Sound reproduction and reinforcement systems and methods are presented herein for spatially enhancing stereo images typically used such performances as those involving music. The embodiments seek to expand the amount of audience area that would receive a sound image that maintains sound reproduction fidelity regarding spatial orientation of sound sources involved in an original performance. To expand the audience area receiving spatially faithful sound reproduction certain characteristics of sound have been first studied to find important factors involved.

Description

BACKGROUND OF THE INVENTION
1. Field of the Invention
The present invention relates generally to systems and methods for enhancing the performance of sound reproduction and reinforcement systems and more particularly for enhancing the performance of these systems over broad listener areas.
2. Description of the Related Art
Since the advent of sound recording near the end of the nineteenth century, an effective methodology has been sought to make the reproduction of sound, especially music, approach as closely as possible the sound field created by the original live source. Challenges remain including increasing the audience listening area in which sound is faithfully reproduced. Sound reproduction system engineering implementations have focused on “electrostatic emitters” which are extremely directional in their radiation response and offer only a single listening location and electrodynamic emitters which have been designed for the uniform distribution of sound energy over a wide area.

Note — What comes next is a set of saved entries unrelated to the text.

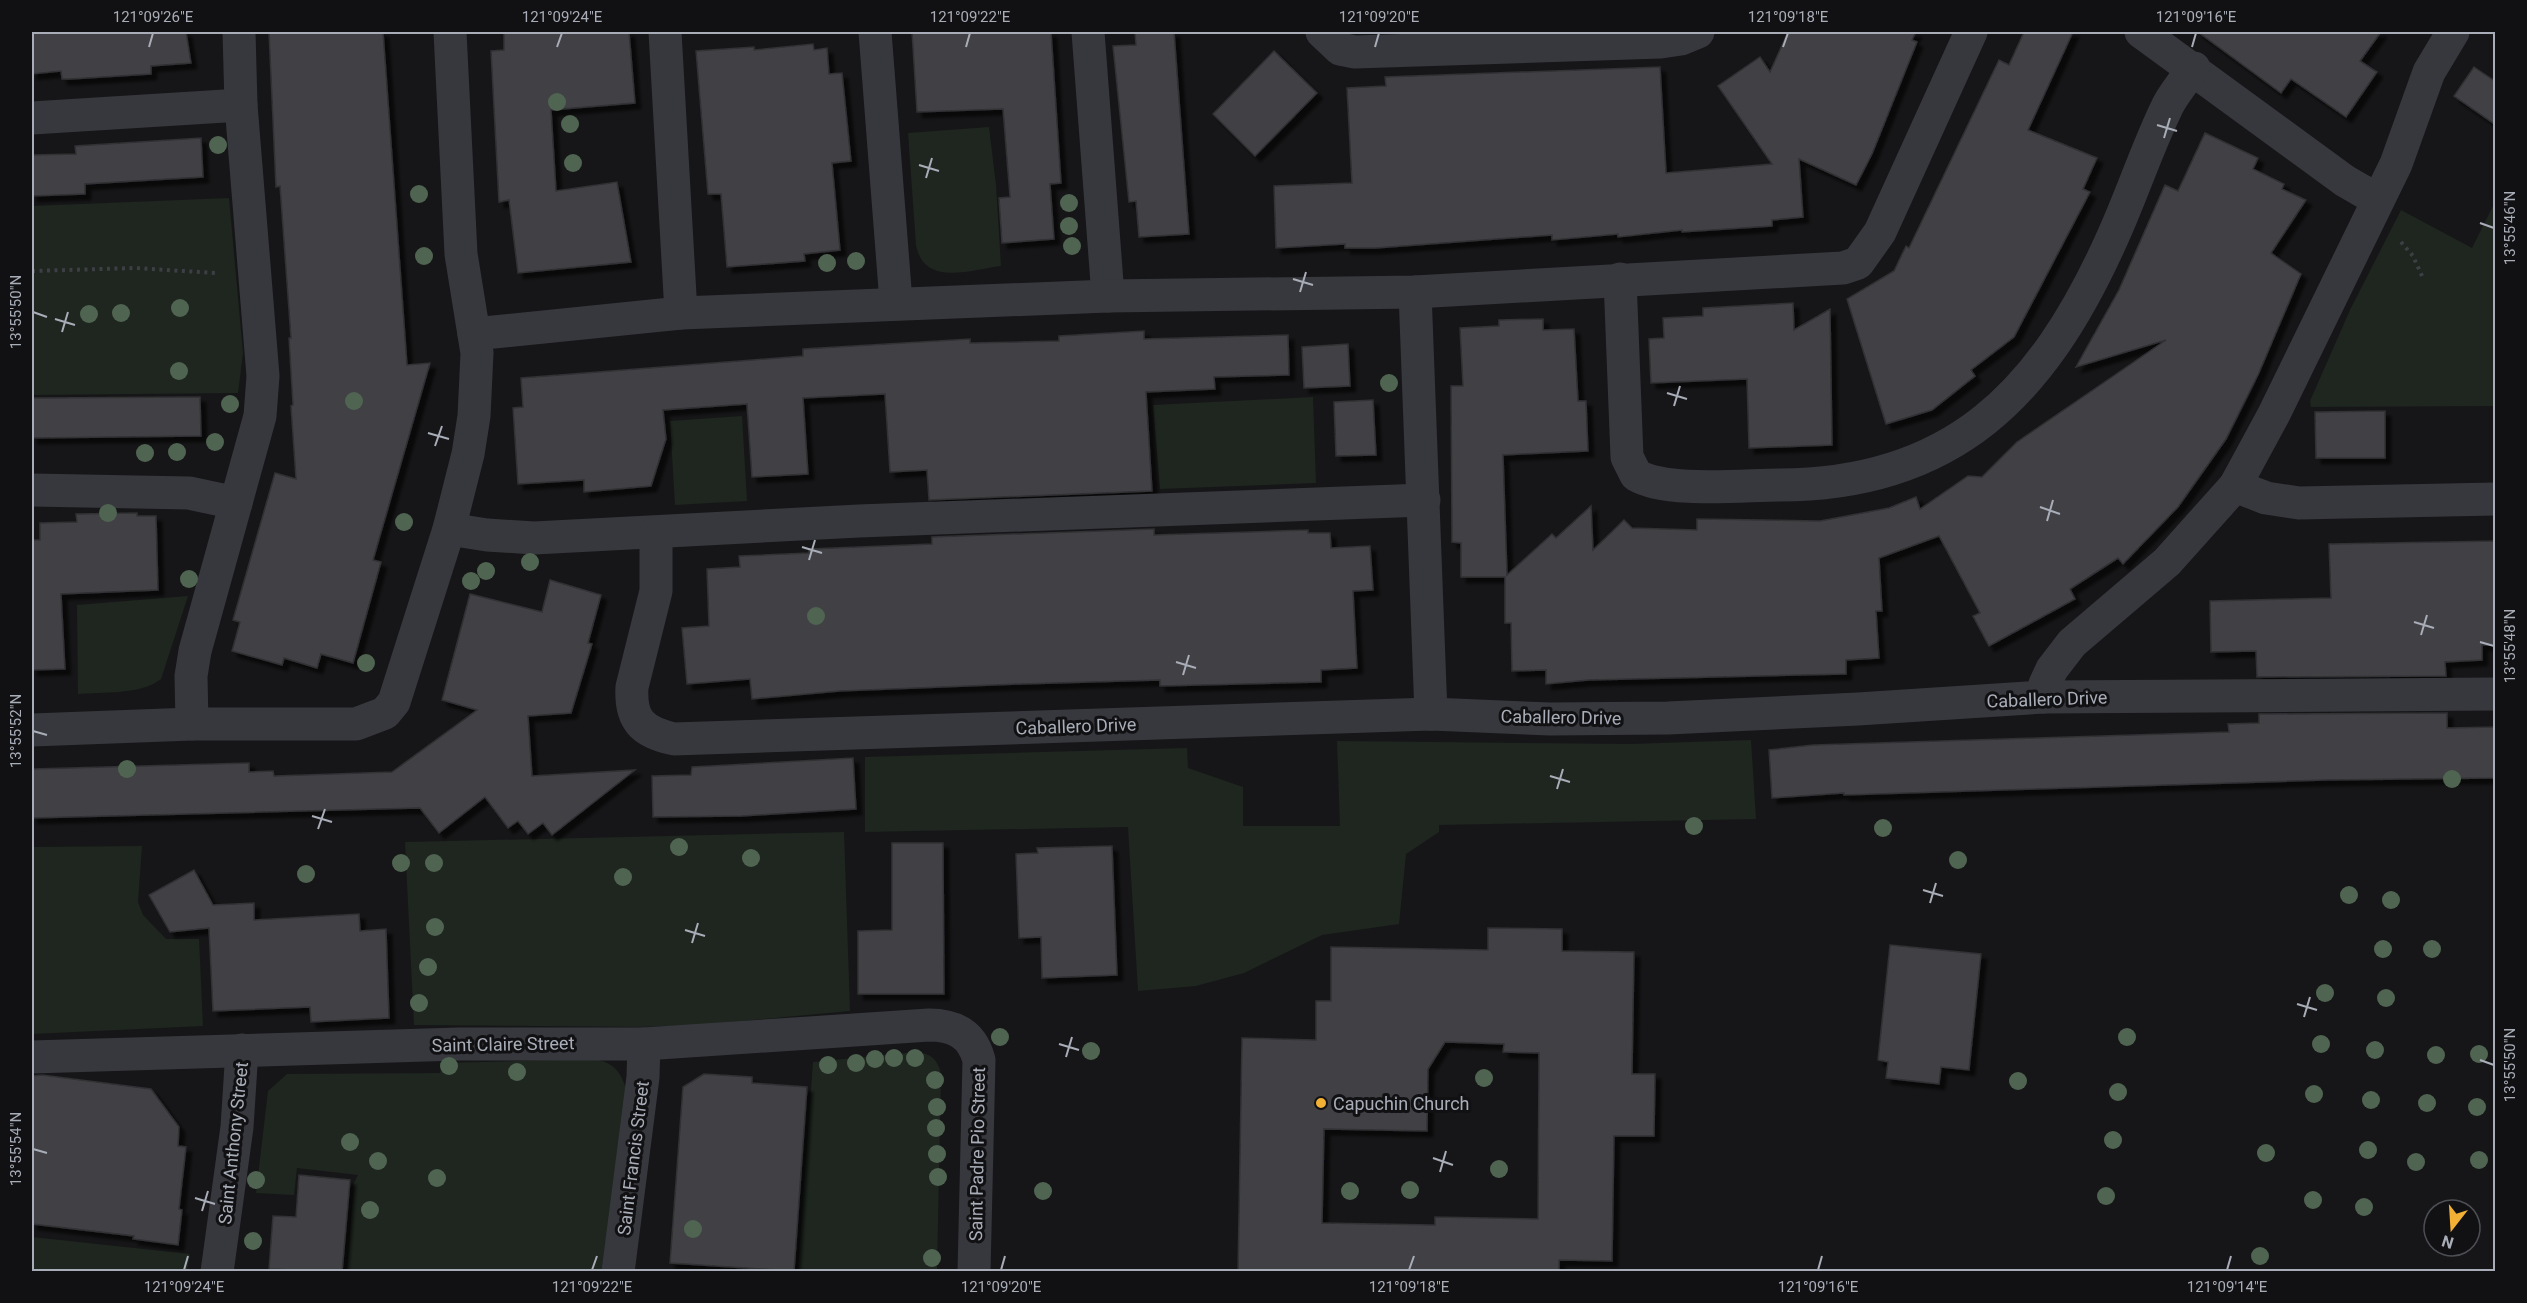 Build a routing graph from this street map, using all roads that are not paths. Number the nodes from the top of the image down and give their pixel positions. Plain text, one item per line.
1 (239, 32) edge
2 (450, 32) edge
3 (665, 32) edge
4 (875, 32) edge
5 (1088, 32) edge
6 (1322, 32) edge
7 (1698, 32) edge
8 (1971, 32) edge
9 (2141, 32) edge
10 (2452, 32) edge
11 (2194, 68) junction
12 (241, 105) junction
13 (32, 118) edge
14 (2378, 200) junction
15 (1620, 279) junction
16 (1415, 291) junction
17 (1108, 296) junction
18 (896, 302) junction
19 (681, 313) junction
20 (474, 334) junction
21 (2235, 486) junction
22 (32, 490) edge
23 (2496, 499) edge
24 (1424, 500) junction
25 (236, 503) junction
26 (449, 529) junction
27 (656, 533) junction
28 (2496, 694) edge
29 (2044, 697) junction
30 (1431, 714) junction
31 (192, 724) junction
32 (32, 730) edge
33 (969, 1039) joint
34 (644, 1044) junction
35 (242, 1050) junction
36 (32, 1057) edge
37 (217, 1272) edge
38 (618, 1272) edge
39 (974, 1272) edge

1 - 12 street
2 - 20 street
3 - 19 street
4 - 18 street
5 - 17 street
6 - 7 street
8 - 15 street
9 - 11 street
10 - 14 street
11 - 14 street
11 - 15 street
12 - 13 street
12 - 25 street
14 - 21 street
15 - 16 street
16 - 17 street
16 - 24 street
17 - 18 street
18 - 19 street
19 - 20 street
20 - 26 street
21 - 23 street
21 - 29 street
22 - 25 street
24 - 27 street
24 - 30 street
25 - 31 street
26 - 27 street
26 - 31 street
27 - 30 street, Caballero Drive
28 - 29 street, Caballero Drive
29 - 30 street, Caballero Drive
31 - 32 street
33 - 34 street, Saint Claire Street
33 - 39 street, Saint Padre Pio Street
34 - 35 street, Saint Claire Street
34 - 38 street, Saint Francis Street
35 - 36 street, Saint Claire Street
35 - 37 street, Saint Anthony Street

Despite occasional announcements that the ultimate perfection has been reached and despite the increased number of separate emitters being utilized to create a theater or high-end home sound reproduction system, fidelity problems remain. Relatively accurate reproduction tends to exist. Unfortunately, it is restricted to central on axis listening positions, which are locations that are equidistant from primary emitters. For other listening positions spatial anomalies distort the associated sound field. With conventional approaches, for listening locations that are off the central axis of the emitters the “stereo image” degenerates. Consequently, for a group of original sound sources, such as instruments being played together, in a live performance the spatial orientation of the reproduced sound sources would not be the same as the spatial orientation of the live performance. Instead, the spatial orientation of the reproduction is compressed, expanded or otherwise changes relative to the spatial orientation of the original performance based upon listening position. In live performance sound reinforcement installations where emitters are used to reinforce the sound produced by instruments being played and singers' voices, performance frequently declines to the point where the emitters being used become the only acoustic image realized.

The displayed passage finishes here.